The advantage of doing it this way is (a) you don't need to rebuild everything when you switch from debug to optimized and back again; (b)

The above can be written somewhat more concisely using repositories. The following makefile is exactly equivalent:

    repository debug=.     # Makes the debug subdirectory look like a copy of 
                           # the current subdirectory.
    load_makefile debug CFLAGS=-g    
                           # Override CFLAGS when invoked in debug subdirectory
    CFLAGS := -O2          # Value of CFLAGS when invoked in this subdirectory

    program: a.o b.o
        $(CC) $(CFLAGS) $^ -o $@

    %.o : %.c
        $(CC) $(CFLAGS) -c $< -o $@

    $(phony debug): debug/program
                           # If user types "makepp debug", builds
                           # debug/program instead of program.

Miscellaneous tips

How do I make sure my output directories exist?

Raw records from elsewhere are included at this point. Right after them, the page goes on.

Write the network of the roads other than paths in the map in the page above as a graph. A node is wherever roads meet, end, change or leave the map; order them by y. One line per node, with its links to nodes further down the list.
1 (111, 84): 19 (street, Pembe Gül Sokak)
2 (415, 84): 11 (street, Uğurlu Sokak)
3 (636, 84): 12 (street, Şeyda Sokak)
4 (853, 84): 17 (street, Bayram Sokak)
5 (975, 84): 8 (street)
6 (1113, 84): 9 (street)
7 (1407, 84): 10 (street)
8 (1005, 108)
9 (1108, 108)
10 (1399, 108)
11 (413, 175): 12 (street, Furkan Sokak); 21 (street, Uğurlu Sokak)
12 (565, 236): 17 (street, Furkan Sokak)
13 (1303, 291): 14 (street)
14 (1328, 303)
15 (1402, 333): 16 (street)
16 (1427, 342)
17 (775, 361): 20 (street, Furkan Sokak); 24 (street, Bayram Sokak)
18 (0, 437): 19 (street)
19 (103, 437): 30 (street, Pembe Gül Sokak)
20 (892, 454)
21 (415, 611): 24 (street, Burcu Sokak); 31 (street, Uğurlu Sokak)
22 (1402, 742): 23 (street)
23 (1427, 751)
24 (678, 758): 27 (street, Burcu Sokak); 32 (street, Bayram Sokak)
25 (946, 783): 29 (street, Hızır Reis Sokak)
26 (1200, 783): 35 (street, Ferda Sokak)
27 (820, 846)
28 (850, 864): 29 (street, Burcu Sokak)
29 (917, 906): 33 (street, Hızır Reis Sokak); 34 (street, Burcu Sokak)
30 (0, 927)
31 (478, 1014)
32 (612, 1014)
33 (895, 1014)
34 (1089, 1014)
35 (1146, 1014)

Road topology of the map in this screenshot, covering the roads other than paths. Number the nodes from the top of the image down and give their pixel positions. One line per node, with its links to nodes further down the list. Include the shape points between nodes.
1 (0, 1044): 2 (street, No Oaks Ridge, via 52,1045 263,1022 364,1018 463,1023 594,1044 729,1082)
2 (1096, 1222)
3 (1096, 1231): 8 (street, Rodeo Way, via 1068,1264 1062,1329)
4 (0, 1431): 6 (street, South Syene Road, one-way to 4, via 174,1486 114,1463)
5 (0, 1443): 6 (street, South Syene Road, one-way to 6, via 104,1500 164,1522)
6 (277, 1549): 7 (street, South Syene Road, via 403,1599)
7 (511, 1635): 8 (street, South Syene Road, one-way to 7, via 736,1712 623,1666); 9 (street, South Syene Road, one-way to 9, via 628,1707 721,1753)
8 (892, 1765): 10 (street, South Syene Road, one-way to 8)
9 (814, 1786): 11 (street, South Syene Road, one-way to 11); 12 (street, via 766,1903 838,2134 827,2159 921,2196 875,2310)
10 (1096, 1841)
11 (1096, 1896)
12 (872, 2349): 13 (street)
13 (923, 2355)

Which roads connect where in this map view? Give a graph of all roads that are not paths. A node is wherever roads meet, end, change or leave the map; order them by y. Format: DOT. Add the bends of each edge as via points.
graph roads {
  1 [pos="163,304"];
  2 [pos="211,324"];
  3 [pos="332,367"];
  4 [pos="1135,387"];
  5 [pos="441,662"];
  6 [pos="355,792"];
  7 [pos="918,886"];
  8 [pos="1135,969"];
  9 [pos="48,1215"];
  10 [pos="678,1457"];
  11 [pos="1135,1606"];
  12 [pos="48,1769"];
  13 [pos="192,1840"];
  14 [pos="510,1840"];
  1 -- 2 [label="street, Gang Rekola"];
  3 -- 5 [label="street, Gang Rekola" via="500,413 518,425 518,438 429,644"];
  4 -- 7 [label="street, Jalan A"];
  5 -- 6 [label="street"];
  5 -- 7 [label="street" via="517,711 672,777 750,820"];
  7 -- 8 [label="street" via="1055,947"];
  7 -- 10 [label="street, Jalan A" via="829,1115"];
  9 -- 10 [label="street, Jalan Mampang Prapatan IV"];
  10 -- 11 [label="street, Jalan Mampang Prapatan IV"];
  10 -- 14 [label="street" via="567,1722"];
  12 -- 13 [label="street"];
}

You can specify a rule to build the output directory, then make sure that each file that goes in the output directory depends on it. But it's usually easier to do something like this:

   dummy := $(shell test -d $(OUTPUT_DIRECTORY) || mkdir -p $(OUTPUT_DIRECTORY))
                # This is usually easier than making all files depend on
                # $(OUTPUT_DIRECTORY) and having a rule to make it.
                # Note that you must use := instead of = to force it to
                # execute immediately.
   # An alternative approach: using perl code
   perl_begin
   -d $OUTPUT_DIRECTORY or mkdir $OUTPUT_DIRECTORY;
   perl_end

These statements should be near the top of your makefile, so they are executed before anything that could possibly need the directory.

How do I force a command to execute on every build?

The easiest way is not to use the rule mechanism at all, but simply to execute it, like this:

   dummy := $(shell date > last_build_timestamp)

Or put it in a perl block, like this:

   perl_begin
   system("command to execute");
   perl_end

This approach has the disadvantage that it will be executed even if the clean target is being run.